Trade reference prices of Fe 500 grade rebars manufactured via the IF route (10-25 mm size) were assessed at INR 51,700-52,300/t exw Jalna and INR 46,300-46,700/t exw Raipur.

Trade reference prices of heavy structural steel for the base size 150 mm channel stood at INR 48,000-48,500/t exw-Raipur.

Trade reference prices of wire rod stood at INR 46,300-47,000/t ex-Raipur.
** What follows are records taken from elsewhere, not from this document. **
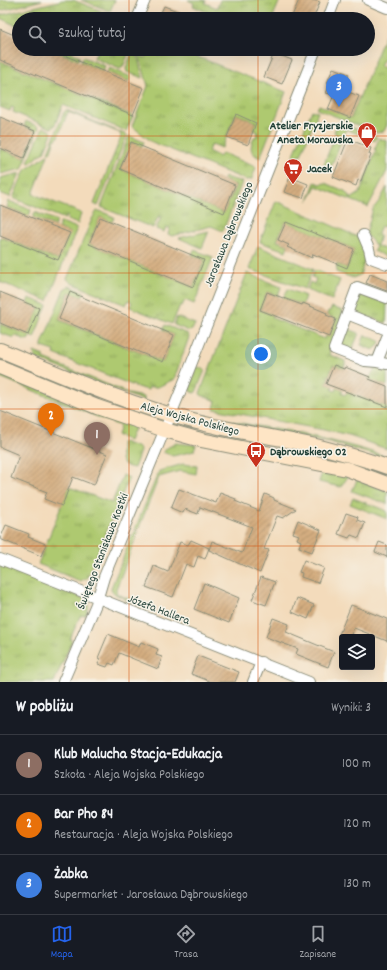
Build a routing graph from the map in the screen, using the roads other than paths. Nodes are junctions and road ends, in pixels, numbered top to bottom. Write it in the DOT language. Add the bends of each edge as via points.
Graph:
graph roads {
  1 [pos="145,0"];
  2 [pos="335,0"];
  3 [pos="368,0"];
  4 [pos="387,8"];
  5 [pos="140,12"];
  6 [pos="331,12"];
  7 [pos="313,56"];
  8 [pos="363,235"];
  9 [pos="387,264"];
  10 [pos="387,298"];
  11 [pos="347,314"];
  12 [pos="387,330"];
  13 [pos="387,337"];
  14 [pos="0,350"];
  15 [pos="377,362"];
  16 [pos="387,364"];
  17 [pos="0,367"];
  18 [pos="171,415"];
  19 [pos="164,430"];
  20 [pos="387,467"];
  21 [pos="387,484"];
  22 [pos="0,559"];
  23 [pos="97,598"];
  24 [pos="260,662"];
  25 [pos="64,682"];
  26 [pos="253,682"];
  27 [pos="310,682"];
  1 -- 5 [label="street"];
  2 -- 6 [label="street"];
  3 -- 4 [label="street"];
  7 -- 18 [label="street, Jarosława Dąbrowskiego"];
  8 -- 9 [label="street" via="371,258"];
  10 -- 11 [label="street" via="357,287"];
  11 -- 12 [label="street"];
  11 -- 15 [label="street" via="334,349 365,361"];
  13 -- 15 [label="street"];
  14 -- 18 [label="street, Aleja Wojska Polskiego" via="116,397"];
  15 -- 16 [label="street"];
  17 -- 19 [label="street, Aleja Wojska Polskiego" via="97,407"];
  18 -- 19 [label="street, Jarosława Dąbrowskiego"];
  18 -- 20 [label="street, Aleja Wojska Polskiego" via="215,427 357,456"];
  19 -- 21 [label="street, Aleja Wojska Polskiego" via="201,440 336,466"];
  19 -- 23 [label="street, Świętego Stanisława Kostki"];
  22 -- 23 [label="street, Józefa Hallera"];
  23 -- 24 [label="street, Józefa Hallera"];
  23 -- 25 [label="street, Świętego Stanisława Kostki"];
  24 -- 26 [label="street"];
  24 -- 27 [label="street, Józefa Hallera"];
}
BF-rebar: Trade-level BF-rebar prices (distributor to dealer) edged down by INR 100/t ($1/t) w-o-w to INR 60,400/t ($650/t) exy-Mumbai, as per BigMint’s assessment on 17 April 2026. Prices have fell slightly in Mumbai, while in other markets, prices remained stable. Buying activity slowed down this week in the trade channel as buyers adopted a cautious approach and opted for need-based buying. Rebar project prices were in the range of INR 58,500-59,500/t ($630-641/t) on a landed basis, as per sources.

Flat steel

BigMint’s bi-weekly benchmark assessment for HRC (IS2062, Gr E250, 2.5-8 mm/CTL) declined by INR 600/t ($6/t) w-o-w to INR 59,300/t ($637/t) as of 14 April, compared to INR 59,900/t ($643/t) on 7 April.

Similarly, CRC (IS513, Gr O, 0.9 mm/CTL) prices were assessed at INR 66,900/t ($719/t) on 14 April, marking a w-o-w decrease of INR 600/t ($6/t) from INR 67,500/t ($725/t) on 7 April.

India HRC prices edged lower this week amid subdued demand and cautious sentiment. Furthermore, trading activity remained sluggish across regions, with buyers limiting purchases strictly to immediate needs.

India’s bulk imports of HRCs touched 171,332 t as on 10 April. Around 129,851 t of additional cargoes are expected by early May.

India’s bulk exports of HRCs touched 14,378 t as on 10 April. Around 35,500 t of additional cargoes are expected.

Indian HRC export activity remained subdued during the week 7-14 April 2026, as re-escalating geopolitical tensions and persistent disruptions across key maritime routes continued to weigh on trade flows.